Introduction

1. Introduction to Neurophysiome

Understanding the fundamental relationship between neuron structure and function has long been an important goal in neuroscience. At all scales of analysis, the roles that geometric shapes and spatial interrelationships play in determining the functional abilities and constraints on brain activity are of paramount consideration. Currently most modeling and simulations of the electrical properties of neurons and their dendrites are carried out at a relatively coarse scale, reflecting numerous simplifying assumptions about the structure of dendrites. Such studies do not account for the small-scale heterogeneity in dendritic structure and composition that are apparent at the level of electron microscopy. Even our understanding of the electrical differences between spiny and non-spiny dendrites may be incomplete due to an over-reliance on simplified models.

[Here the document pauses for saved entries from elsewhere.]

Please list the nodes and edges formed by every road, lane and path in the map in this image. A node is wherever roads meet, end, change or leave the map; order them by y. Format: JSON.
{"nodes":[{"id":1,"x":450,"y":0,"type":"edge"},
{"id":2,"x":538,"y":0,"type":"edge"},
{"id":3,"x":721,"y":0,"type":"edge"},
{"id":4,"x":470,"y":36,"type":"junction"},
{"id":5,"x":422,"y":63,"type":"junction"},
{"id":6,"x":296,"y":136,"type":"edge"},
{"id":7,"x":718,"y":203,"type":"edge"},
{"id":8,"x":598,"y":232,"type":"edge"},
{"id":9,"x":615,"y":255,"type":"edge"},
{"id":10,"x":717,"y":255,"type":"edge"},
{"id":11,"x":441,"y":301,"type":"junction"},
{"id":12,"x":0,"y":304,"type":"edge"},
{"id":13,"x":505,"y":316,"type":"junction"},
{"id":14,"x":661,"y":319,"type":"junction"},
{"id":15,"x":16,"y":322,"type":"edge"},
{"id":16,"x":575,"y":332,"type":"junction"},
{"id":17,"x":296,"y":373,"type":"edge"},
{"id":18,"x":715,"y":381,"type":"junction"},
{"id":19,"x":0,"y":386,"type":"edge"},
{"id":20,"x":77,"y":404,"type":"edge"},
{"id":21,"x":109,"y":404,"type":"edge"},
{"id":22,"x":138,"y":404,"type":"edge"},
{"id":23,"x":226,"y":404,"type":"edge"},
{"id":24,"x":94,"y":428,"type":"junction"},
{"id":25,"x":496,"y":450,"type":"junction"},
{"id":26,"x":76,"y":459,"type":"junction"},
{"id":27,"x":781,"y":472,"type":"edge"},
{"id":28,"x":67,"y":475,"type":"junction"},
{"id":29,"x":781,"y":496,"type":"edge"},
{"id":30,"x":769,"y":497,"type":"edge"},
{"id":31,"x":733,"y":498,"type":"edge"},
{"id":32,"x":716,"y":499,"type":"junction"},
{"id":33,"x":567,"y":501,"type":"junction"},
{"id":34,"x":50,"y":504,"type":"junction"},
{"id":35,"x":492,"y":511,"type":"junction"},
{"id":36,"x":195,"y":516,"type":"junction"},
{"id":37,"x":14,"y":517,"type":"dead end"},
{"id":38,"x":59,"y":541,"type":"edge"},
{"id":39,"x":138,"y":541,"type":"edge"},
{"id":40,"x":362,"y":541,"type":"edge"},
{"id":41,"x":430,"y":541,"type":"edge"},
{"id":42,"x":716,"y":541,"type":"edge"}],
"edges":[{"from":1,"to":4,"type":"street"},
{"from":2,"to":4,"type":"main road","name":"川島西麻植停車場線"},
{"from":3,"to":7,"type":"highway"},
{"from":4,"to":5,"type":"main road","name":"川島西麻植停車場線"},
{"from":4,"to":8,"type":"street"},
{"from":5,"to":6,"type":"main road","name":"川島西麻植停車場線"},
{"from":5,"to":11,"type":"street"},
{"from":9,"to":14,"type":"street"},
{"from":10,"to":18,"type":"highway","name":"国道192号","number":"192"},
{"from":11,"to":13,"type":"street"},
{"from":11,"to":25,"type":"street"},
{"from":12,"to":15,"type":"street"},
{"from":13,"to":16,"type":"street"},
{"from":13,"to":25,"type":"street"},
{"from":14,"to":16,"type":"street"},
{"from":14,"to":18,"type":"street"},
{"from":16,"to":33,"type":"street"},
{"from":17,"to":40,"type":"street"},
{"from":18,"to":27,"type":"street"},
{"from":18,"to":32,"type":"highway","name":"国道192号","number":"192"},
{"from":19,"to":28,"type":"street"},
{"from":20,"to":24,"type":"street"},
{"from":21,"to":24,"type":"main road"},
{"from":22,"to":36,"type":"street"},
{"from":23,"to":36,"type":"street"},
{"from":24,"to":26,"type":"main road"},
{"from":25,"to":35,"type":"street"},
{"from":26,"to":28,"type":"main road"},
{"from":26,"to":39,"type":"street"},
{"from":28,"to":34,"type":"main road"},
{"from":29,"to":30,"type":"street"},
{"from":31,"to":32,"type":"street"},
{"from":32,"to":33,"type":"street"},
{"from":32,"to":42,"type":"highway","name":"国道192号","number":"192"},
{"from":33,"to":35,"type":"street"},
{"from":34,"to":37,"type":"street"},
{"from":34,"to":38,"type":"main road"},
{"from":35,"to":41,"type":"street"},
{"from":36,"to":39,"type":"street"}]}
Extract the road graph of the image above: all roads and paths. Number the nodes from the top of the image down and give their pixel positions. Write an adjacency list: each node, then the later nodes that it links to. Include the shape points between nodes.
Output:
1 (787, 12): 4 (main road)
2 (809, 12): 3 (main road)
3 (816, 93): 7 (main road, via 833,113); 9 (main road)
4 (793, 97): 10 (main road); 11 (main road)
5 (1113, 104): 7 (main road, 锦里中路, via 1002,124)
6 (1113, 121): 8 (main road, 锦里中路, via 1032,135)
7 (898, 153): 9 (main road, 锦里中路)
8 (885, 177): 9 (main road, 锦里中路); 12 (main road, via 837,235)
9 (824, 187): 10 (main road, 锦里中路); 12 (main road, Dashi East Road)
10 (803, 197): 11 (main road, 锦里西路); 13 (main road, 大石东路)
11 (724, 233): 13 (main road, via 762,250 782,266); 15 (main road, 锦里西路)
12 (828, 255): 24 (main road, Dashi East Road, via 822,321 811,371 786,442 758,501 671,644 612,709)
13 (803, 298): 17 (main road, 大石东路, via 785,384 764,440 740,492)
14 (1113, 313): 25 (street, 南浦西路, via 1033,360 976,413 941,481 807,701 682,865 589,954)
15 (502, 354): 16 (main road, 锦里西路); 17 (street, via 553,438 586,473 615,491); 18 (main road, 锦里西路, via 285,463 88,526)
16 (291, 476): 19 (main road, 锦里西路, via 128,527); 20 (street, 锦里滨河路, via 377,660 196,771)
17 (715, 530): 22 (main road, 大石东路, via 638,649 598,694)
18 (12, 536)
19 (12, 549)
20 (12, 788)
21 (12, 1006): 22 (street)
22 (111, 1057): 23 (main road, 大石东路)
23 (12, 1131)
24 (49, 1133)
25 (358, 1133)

The goal of this project is to bring together an interdisciplinary collaboration comprised of computer scientists, mathematicians, and neurobiologists to bring new reconstruction and computational tools to bear on some of the most fundamental, outstanding questions in cellular neuroscience. Specific goals include:

  • Constructing a scalable software framework for conducting multiscale and spatially realistic electrical simulations of neuronal activity.
  • Analyze how differences in head size, neck construction, surface area, and intracellular organelles impact spine electrical activity.
  • Investigate the role of active conductances both within spines and along dendritic shafts and examine how heterogeneity in the distribution of ion channels impacts dendritic signaling.
  • Use 3-D electrodiffusion models to determine the significance of variable ionic concentration gradients, especially in thin processes like spines and also in non-uniform geometries. This is largely overlooked in simpler models of spiny dendrites.
  • Enhance our understanding of the role of dendritic spines. Many roles have been proposed, including increasing axonal connectivity, electrical compartmentalization, and biochemical and calcium compartmentalization. We also seek to understand the functional consequences of heterogeneity and plasticity in spine geometries.
Figure: scales of neuronal modeling. Black arrowheads indicate synaptic input sites. Blue arrows indicate output sites.

  1. Model of a neuron as a single compartment.
  2. Ball-and-stick neuron model represents dendritic tree as long 1-D cable.
  3. 1-D, branched multi-compartment model of a CA1 pyramidal neuron with entire dendritic tree (hundreds of microns long).
  4. Realistic 3-D dendritic segment with spines reconstructed from serial section electron microscopy (5-6 microns long).
  5. Cube of fully reconstructed neuropil (~6 microns on a side). Axons in red; dendrites in gray.